Modeling a graph with 100k nodes should take very long. But I'd also be interested in a more informed answer...

Haiko

attachment.html (1.75 KB)

Felix_Victor_Munch · June 14, 2019, 9:56am

Hi Jean,

I did a hierarchical SBM on a Twitter follow network (pretty sparse actually in comparison to other kinds of networks) with ca. 250k accounts. It took about "11 days for one run, with 60 vCPUs and a peak usage of ca. 400 GB RAM" (my PhD thesis, https://eprints.qut.edu.au/125543/, p. 251). How useful it is theoretically depends on your goals and discipline. In my case, feel free to read the referenced chapter and decide for yourself.

I also did runs on smaller networks with ca 100k -150k nodes. Running time was still about in the same ball park, or even longer … I guess because the network structure was more complex.

The amount of RAM is pretty mandatory. Swap memory won't help you much, as it slows the algorithm down to a degree that makes the running time infeasible. Number of CPUs could be lower I guess, because much of the algo seemed to run serially and those parts made up most of the calculation time.

I had a university/QRIScloud (https://www.qriscloud.org.au/) provided VM with 60 cores and 900 GB RAM. On a Google VM this would have been pretty costly. I adjusted epsilon for less accuracy and greater speed:

state = gt.inference.minimize_nested_blockmodel_dl(core, verbose=True, mcmc_equilibrate_args={'epsilon': 1e-2}, )

(PhD-code/1000+ nested SBM.ipynb at master · FlxVctr/PhD-code · GitHub)

If I wouldn't have had the computing ressources for free I wouldn't have done it.

I'd recommend to test infomap if you're looking for a more efficient alternative (MapEquation) that also works with entropy minimization (even though it's more flow oriented). Just did a 181k network community detection (non-hierarchical) in a matter of seconds on a last-year's Macbook Pro yesterday. I don't know how long it takes for a hierarchical structure, but it can do this, so it's worth a try.
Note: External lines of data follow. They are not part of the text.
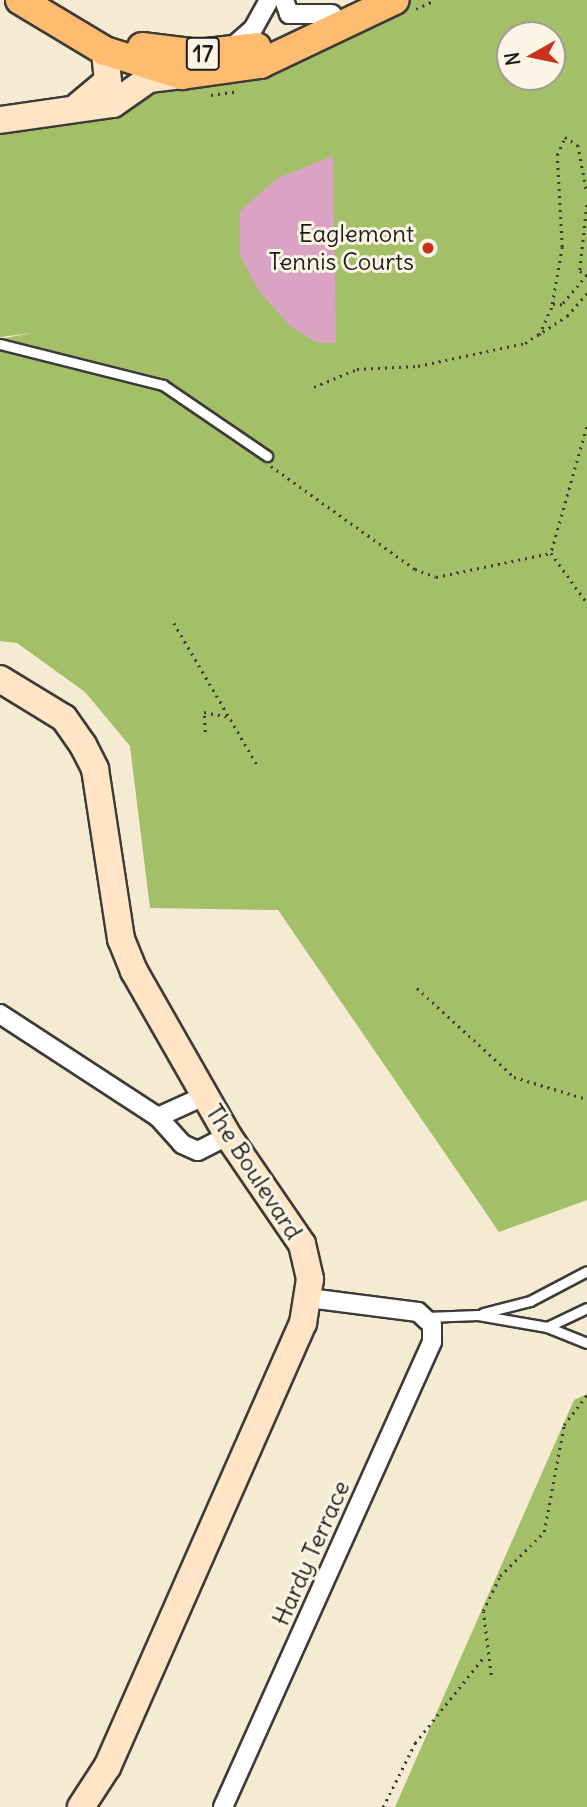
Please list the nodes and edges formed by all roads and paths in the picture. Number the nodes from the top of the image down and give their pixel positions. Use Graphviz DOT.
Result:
graph roads {
  1 [pos="20,0"];
  2 [pos="49,0"];
  3 [pos="269,0"];
  4 [pos="284,0"];
  5 [pos="358,0"];
  6 [pos="396,0"];
  7 [pos="332,14"];
  8 [pos="105,51"];
  9 [pos="226,52"];
  10 [pos="182,75"];
  11 [pos="73,108"];
  12 [pos="0,120"];
  13 [pos="587,193"];
  14 [pos="587,205"];
  15 [pos="587,275"];
  16 [pos="587,293"];
  17 [pos="552,304"];
  18 [pos="540,335"];
  19 [pos="0,344"];
  20 [pos="314,387"];
  21 [pos="587,427"];
  22 [pos="267,456"];
  23 [pos="551,553"];
  24 [pos="587,603"];
  25 [pos="174,623"];
  26 [pos="0,680"];
  27 [pos="230,718"];
  28 [pos="205,732"];
  29 [pos="258,766"];
  30 [pos="417,988"];
  31 [pos="0,1014"];
  32 [pos="204,1096"];
  33 [pos="587,1099"];
  34 [pos="158,1117"];
  35 [pos="228,1136"];
  36 [pos="587,1271"];
  37 [pos="309,1298"];
  38 [pos="587,1308"];
  39 [pos="478,1315"];
  40 [pos="426,1317"];
  41 [pos="547,1327"];
  42 [pos="587,1343"];
  43 [pos="587,1395"];
  44 [pos="484,1657"];
  45 [pos="491,1675"];
  46 [pos="81,1807"];
  47 [pos="223,1807"];
  48 [pos="383,1807"];
  1 -- 8 [label="main road, 17"];
  2 -- 9 [label="main road, 17"];
  3 -- 9 [label="street"];
  4 -- 7 [label="street"];
  5 -- 7 [label="main road, 17"];
  6 -- 10 [label="main road, 17"];
  7 -- 9 [label="main road, 17"];
  8 -- 10 [label="main road, 17"];
  8 -- 11 [label="street"];
  10 -- 11 [label="street"];
  11 -- 12 [label="street"];
  13 -- 17 [label="path"];
  14 -- 15 [label="path"];
  15 -- 17 [label="path"];
  16 -- 18 [label="path"];
  17 -- 18 [label="path"];
  18 -- 20 [label="path"];
  19 -- 22 [label="lane"];
  21 -- 23 [label="path"];
  22 -- 23 [label="path"];
  23 -- 24 [label="path"];
  25 -- 27 [label="path"];
  26 -- 32 [label="street, The Boulevard"];
  27 -- 28 [label="path"];
  27 -- 29 [label="path"];
  30 -- 33 [label="path"];
  31 -- 34 [label="street"];
  32 -- 34 [label="street"];
  32 -- 35 [label="street, The Boulevard"];
  34 -- 35 [label="street"];
  35 -- 37 [label="street, The Boulevard"];
  36 -- 39 [label="lane"];
  37 -- 40 [label="street"];
  37 -- 46 [label="street"];
  38 -- 41 [label="lane"];
  39 -- 40 [label="lane"];
  39 -- 41 [label="lane"];
  40 -- 47 [label="street, Hardy Terrace"];
  41 -- 42 [label="lane"];
  43 -- 44 [label="path"];
  44 -- 45 [label="path"];
  44 -- 48 [label="path"];
}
Also efficient, but with all the drawbacks that Tiago Peixoto elaborates on in his papers (which I also refer to in the chapter linked above), and not hierarchical, is the parallelised modularity maximisation (Parallelised Louvain Method) PLM in NetworKit (https://networkit.github.io/). Despite it's theoretical and statistical drawbacks it delivers good heuristical evidence for communities in networks imho. But that depends a lot on what you want to do

Cheers,

Felix

Dr. Felix Victor Münch Postdoc Researcher
Leibniz Institut for Media Research | Hans-Bredow-Institut (HBI), Hamburg
https://leibniz-hbi.de/
https://felixvictor.net/)

attachment.html (10.1 KB)

Jean_Christophe_Caze · June 14, 2019, 9:58am

Thank you so much for those quick answers !

attachment.html (10.3 KB)

Felix_Victor_Munch · June 14, 2019, 10:06am

No worries. I'd like to add, that, as Haiko suggests, the non-hierarchical SBM is much quicker and needs magnitudes less RAM. So it might also run on a recently bought laptop at very acceptable running times, even at your network scale. But not sure about how network density might affect this.

Cheers,

Felix

attachment.html (11.3 KB)

tiago · June 14, 2019, 11:46am

Hi,

The important quantity is the number of edges E, not the number of nodes.
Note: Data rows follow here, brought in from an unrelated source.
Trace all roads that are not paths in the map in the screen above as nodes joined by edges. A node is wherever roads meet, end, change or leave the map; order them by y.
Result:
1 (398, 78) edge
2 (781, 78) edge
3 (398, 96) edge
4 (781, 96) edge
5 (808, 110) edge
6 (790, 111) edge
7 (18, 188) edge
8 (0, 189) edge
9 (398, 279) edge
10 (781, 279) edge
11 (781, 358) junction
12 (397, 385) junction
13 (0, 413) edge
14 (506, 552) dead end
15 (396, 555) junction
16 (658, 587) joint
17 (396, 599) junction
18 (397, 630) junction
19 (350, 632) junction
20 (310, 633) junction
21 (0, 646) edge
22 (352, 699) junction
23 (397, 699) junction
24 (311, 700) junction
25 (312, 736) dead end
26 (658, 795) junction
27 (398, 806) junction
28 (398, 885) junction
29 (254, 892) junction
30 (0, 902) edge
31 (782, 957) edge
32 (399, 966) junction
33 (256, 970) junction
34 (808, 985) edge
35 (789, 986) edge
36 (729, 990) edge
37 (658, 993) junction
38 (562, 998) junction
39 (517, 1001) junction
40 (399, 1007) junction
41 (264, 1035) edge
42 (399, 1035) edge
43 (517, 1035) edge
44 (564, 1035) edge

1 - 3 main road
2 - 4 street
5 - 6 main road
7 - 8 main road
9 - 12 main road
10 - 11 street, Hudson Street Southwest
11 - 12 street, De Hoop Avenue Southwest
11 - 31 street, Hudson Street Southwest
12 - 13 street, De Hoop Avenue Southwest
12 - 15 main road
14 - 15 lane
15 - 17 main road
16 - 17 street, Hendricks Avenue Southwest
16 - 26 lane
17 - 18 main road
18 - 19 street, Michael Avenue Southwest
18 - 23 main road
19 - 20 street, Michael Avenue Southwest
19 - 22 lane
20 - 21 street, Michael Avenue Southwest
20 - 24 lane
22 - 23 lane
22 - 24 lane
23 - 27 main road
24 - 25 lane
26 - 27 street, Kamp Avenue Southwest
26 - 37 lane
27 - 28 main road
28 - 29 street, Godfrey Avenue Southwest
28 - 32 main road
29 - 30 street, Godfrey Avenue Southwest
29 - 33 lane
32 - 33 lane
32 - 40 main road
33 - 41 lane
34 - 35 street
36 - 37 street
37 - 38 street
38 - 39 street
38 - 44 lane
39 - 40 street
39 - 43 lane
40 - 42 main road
The functions minimize_nested_blockmodel_dl() and minimize_blockmodel_dl()
have a complexity of O(E log² N), but the nested version takes longer.
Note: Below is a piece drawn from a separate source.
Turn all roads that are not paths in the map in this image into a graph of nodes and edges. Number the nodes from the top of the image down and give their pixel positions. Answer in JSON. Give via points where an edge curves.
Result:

As was already mentioned, the nested model has a large memory footprint,
since several state copies need to be kept.

There is an alternative approach that takes far less memory, which is to
instantiate a NestedBlockState object and just call multiflip_mcmc_sweep()
until equilibration. This is very competitive with the functions above, but
tend to finish much quicker and use less memory.

This is covered in the HOWTO:

https://graph-tool.skewed.de/static/doc/demos/inference/inference.html#id15

(Remember to replace mcmc_sweep() with multiflip_mcmc_sweep() in the code
above. I had forgotten to make this change the last release...)

Best,
Tiago

Jean_Christophe_Caze · June 14, 2019, 11:50am

Wow, i'll try and give my results and computing time if you want
Thank you for providing answers and for graph_tool !

attachment.html (12.3 KB)